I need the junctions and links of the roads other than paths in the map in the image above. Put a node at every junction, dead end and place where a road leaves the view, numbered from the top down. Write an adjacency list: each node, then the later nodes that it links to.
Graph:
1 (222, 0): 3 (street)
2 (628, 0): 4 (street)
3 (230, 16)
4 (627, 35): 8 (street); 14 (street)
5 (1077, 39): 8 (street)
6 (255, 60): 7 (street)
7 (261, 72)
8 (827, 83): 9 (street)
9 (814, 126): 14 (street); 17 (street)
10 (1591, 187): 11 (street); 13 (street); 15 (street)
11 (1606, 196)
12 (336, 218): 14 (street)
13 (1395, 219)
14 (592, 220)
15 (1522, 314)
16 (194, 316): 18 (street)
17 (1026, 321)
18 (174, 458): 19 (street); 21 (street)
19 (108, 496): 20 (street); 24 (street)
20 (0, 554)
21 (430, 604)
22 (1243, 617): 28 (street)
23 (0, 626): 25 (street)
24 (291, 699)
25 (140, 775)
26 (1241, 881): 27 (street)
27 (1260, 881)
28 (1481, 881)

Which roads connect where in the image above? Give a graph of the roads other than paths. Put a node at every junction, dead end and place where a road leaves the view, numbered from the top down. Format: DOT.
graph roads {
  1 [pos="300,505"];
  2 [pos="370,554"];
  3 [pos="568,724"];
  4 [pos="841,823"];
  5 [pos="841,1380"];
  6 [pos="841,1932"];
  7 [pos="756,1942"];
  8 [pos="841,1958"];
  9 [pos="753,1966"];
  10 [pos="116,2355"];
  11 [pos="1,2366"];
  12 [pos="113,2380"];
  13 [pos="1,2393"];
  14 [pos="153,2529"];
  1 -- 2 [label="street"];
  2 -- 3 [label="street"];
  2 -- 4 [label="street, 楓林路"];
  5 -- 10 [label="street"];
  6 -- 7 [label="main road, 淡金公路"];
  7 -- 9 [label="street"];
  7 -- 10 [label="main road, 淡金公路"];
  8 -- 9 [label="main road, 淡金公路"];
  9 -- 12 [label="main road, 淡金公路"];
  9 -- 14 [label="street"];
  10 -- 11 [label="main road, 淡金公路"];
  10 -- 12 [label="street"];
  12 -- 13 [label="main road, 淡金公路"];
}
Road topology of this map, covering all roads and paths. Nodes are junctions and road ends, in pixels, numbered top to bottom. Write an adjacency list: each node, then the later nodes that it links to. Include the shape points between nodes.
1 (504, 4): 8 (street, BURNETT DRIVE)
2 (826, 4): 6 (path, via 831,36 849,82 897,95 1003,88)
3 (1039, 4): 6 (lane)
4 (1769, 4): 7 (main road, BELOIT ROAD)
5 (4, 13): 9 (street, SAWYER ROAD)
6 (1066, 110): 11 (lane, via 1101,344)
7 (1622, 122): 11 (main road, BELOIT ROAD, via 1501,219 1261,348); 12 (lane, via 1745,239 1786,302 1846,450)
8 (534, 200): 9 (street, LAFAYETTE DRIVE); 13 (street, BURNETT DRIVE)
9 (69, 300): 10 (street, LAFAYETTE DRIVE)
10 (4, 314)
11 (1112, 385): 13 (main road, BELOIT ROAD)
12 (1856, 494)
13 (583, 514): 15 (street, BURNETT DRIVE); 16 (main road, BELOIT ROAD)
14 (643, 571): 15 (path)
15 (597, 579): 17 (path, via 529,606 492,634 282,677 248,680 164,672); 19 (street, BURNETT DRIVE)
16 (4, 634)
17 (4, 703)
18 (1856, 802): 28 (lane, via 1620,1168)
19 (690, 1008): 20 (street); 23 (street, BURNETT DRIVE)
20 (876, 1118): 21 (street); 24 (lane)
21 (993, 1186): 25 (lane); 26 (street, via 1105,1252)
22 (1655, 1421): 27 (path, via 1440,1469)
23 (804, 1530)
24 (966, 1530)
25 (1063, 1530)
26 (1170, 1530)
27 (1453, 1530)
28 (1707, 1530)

________________

What you have to do: With no additions or omissions, transcribe every record.

Expected output:
I need the junctions and links of the roads other than paths in the map in the image above. Put a node at every junction, dead end and place where a road leaves the view, numbered from the top down. Write an adjacency list: each node, then the later nodes that it links to.
Graph:
1 (222, 0): 3 (street)
2 (628, 0): 4 (street)
3 (230, 16)
4 (627, 35): 8 (street); 14 (street)
5 (1077, 39): 8 (street)
6 (255, 60): 7 (street)
7 (261, 72)
8 (827, 83): 9 (street)
9 (814, 126): 14 (street); 17 (street)
10 (1591, 187): 11 (street); 13 (street); 15 (street)
11 (1606, 196)
12 (336, 218): 14 (street)
13 (1395, 219)
14 (592, 220)
15 (1522, 314)
16 (194, 316): 18 (street)
17 (1026, 321)
18 (174, 458): 19 (street); 21 (street)
19 (108, 496): 20 (street); 24 (street)
20 (0, 554)
21 (430, 604)
22 (1243, 617): 28 (street)
23 (0, 626): 25 (street)
24 (291, 699)
25 (140, 775)
26 (1241, 881): 27 (street)
27 (1260, 881)
28 (1481, 881)

Which roads connect where in the image above? Give a graph of the roads other than paths. Put a node at every junction, dead end and place where a road leaves the view, numbered from the top down. Format: DOT.
graph roads {
  1 [pos="300,505"];
  2 [pos="370,554"];
  3 [pos="568,724"];
  4 [pos="841,823"];
  5 [pos="841,1380"];
  6 [pos="841,1932"];
  7 [pos="756,1942"];
  8 [pos="841,1958"];
  9 [pos="753,1966"];
  10 [pos="116,2355"];
  11 [pos="1,2366"];
  12 [pos="113,2380"];
  13 [pos="1,2393"];
  14 [pos="153,2529"];
  1 -- 2 [label="street"];
  2 -- 3 [label="street"];
  2 -- 4 [label="street, 楓林路"];
  5 -- 10 [label="street"];
  6 -- 7 [label="main road, 淡金公路"];
  7 -- 9 [label="street"];
  7 -- 10 [label="main road, 淡金公路"];
  8 -- 9 [label="main road, 淡金公路"];
  9 -- 12 [label="main road, 淡金公路"];
  9 -- 14 [label="street"];
  10 -- 11 [label="main road, 淡金公路"];
  10 -- 12 [label="street"];
  12 -- 13 [label="main road, 淡金公路"];
}
Road topology of this map, covering all roads and paths. Nodes are junctions and road ends, in pixels, numbered top to bottom. Write an adjacency list: each node, then the later nodes that it links to. Include the shape points between nodes.
1 (504, 4): 8 (street, BURNETT DRIVE)
2 (826, 4): 6 (path, via 831,36 849,82 897,95 1003,88)
3 (1039, 4): 6 (lane)
4 (1769, 4): 7 (main road, BELOIT ROAD)
5 (4, 13): 9 (street, SAWYER ROAD)
6 (1066, 110): 11 (lane, via 1101,344)
7 (1622, 122): 11 (main road, BELOIT ROAD, via 1501,219 1261,348); 12 (lane, via 1745,239 1786,302 1846,450)
8 (534, 200): 9 (street, LAFAYETTE DRIVE); 13 (street, BURNETT DRIVE)
9 (69, 300): 10 (street, LAFAYETTE DRIVE)
10 (4, 314)
11 (1112, 385): 13 (main road, BELOIT ROAD)
12 (1856, 494)
13 (583, 514): 15 (street, BURNETT DRIVE); 16 (main road, BELOIT ROAD)
14 (643, 571): 15 (path)
15 (597, 579): 17 (path, via 529,606 492,634 282,677 248,680 164,672); 19 (street, BURNETT DRIVE)
16 (4, 634)
17 (4, 703)
18 (1856, 802): 28 (lane, via 1620,1168)
19 (690, 1008): 20 (street); 23 (street, BURNETT DRIVE)
20 (876, 1118): 21 (street); 24 (lane)
21 (993, 1186): 25 (lane); 26 (street, via 1105,1252)
22 (1655, 1421): 27 (path, via 1440,1469)
23 (804, 1530)
24 (966, 1530)
25 (1063, 1530)
26 (1170, 1530)
27 (1453, 1530)
28 (1707, 1530)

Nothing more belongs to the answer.